Wilson, the Beach Boys’ principal songwriter and general mastermind, scrapped Smile at the height of the seminal surf band’s popularity in 1967, a few weeks before the Beatles released Sgt. Pepper’s Lonely Hearts Club Band. The lost sessions became the stuff of music legend; based on the surviving songs and snippets, some music aficionados argued Smile would have rivaled Sgt. Pepper’s in the pop pantheon. Per rock history, it was Love who fought against the release of Smile because it differed dramatically from the Beach Boys’ standard surf sound.
Love, who cowrote and sang lead on many early Beach Boys classics, alleges that the publicity campaign for Wilson’s solo Smile negatively affected sales of Beach Boys albums. Particularly aggrieving Love was Wilson’s decision to give away more than 2.6 million copies of a Beach Boys’ compilation disc in an edition of Britain’s Mail on Sunday newspaper.
Love’s suit seeks damages amounting to “millions of dollars in illicit profits,” claiming the campaign diluted the Beach Boys’ brand name, and addition $1 million-plus for international advertising “designed to correct the effects of its unfair competition and infringing uses.” Other defendants include the Mail on Sunday and Sanctuary Records Group.
Reps for Wilson and Love could not be reached for comment Thursday.
Smile, which features the classic “Good Vibrations,” was among the most critically hailed albums of 2004. It also earned Wilson his first competitive Grammy.
Love, who cofounded the band with cousins Brian, Dennis and Carl Wilson, and friend Al Jardine, is the only member of the Rock and Roll Hall of Fame quintet to continue using the Beach Boys moniker.
As Brian Wilson, the most talented and reclusive of the bunch, managed to overcome decades-long depression and launched a successful solo career, both his brothers have died. Dennis Wilson drowned in 1983, while Carl Wilson succumbed to cancer in 1998.
The three surviving members–Love, Wilson and Jardine–each own a share of the Beach Boys corporation, Brother Records. However, due to legal wrangling through the years, Love is the only member allowed to use Beach Boys name for touring purposes.

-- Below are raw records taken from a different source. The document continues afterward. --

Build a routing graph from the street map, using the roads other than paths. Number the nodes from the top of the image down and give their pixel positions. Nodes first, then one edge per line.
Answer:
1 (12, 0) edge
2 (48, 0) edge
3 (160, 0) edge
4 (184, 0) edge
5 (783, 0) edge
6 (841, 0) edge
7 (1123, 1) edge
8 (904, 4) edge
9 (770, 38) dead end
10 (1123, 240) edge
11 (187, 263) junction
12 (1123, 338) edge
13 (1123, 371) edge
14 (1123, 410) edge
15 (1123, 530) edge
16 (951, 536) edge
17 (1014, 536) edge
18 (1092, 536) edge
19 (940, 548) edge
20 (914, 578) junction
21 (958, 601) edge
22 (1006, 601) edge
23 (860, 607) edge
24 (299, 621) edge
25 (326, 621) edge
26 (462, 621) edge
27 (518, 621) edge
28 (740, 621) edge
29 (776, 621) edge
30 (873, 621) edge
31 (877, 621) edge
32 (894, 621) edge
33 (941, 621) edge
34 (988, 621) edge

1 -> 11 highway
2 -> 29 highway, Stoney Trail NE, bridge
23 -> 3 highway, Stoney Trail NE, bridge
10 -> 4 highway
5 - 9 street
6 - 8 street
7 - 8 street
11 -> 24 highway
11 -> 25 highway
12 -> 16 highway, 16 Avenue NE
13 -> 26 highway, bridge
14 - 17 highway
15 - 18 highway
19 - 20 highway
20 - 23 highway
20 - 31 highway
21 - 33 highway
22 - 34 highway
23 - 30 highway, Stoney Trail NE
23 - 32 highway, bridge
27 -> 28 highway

Wouldn’t it be nice if they all just got along? Jardine tried touring under the name “Beach Boys Family and Friends” with Brian Wilson’s daughters Wendy and Carnie, but an appeals court barred him from doing so.
Despite the infighting, the Beach Boys are in synch on one legal matter.
Brother Records notified London auctioneer CooperOwen last week that 28 memorabilia items about to be put up for bid, including original sheet music by Brian Wilson and Love, were actually stolen, according to the Los Angeles Police Department.
No suspect has been publicly named in the theft of the mementos, but Brother Records says it will file a civil suit on behalf of the Beach Boys against CooperOwen and the individual seller of the memorabilia, as well as anyone who purchases the items.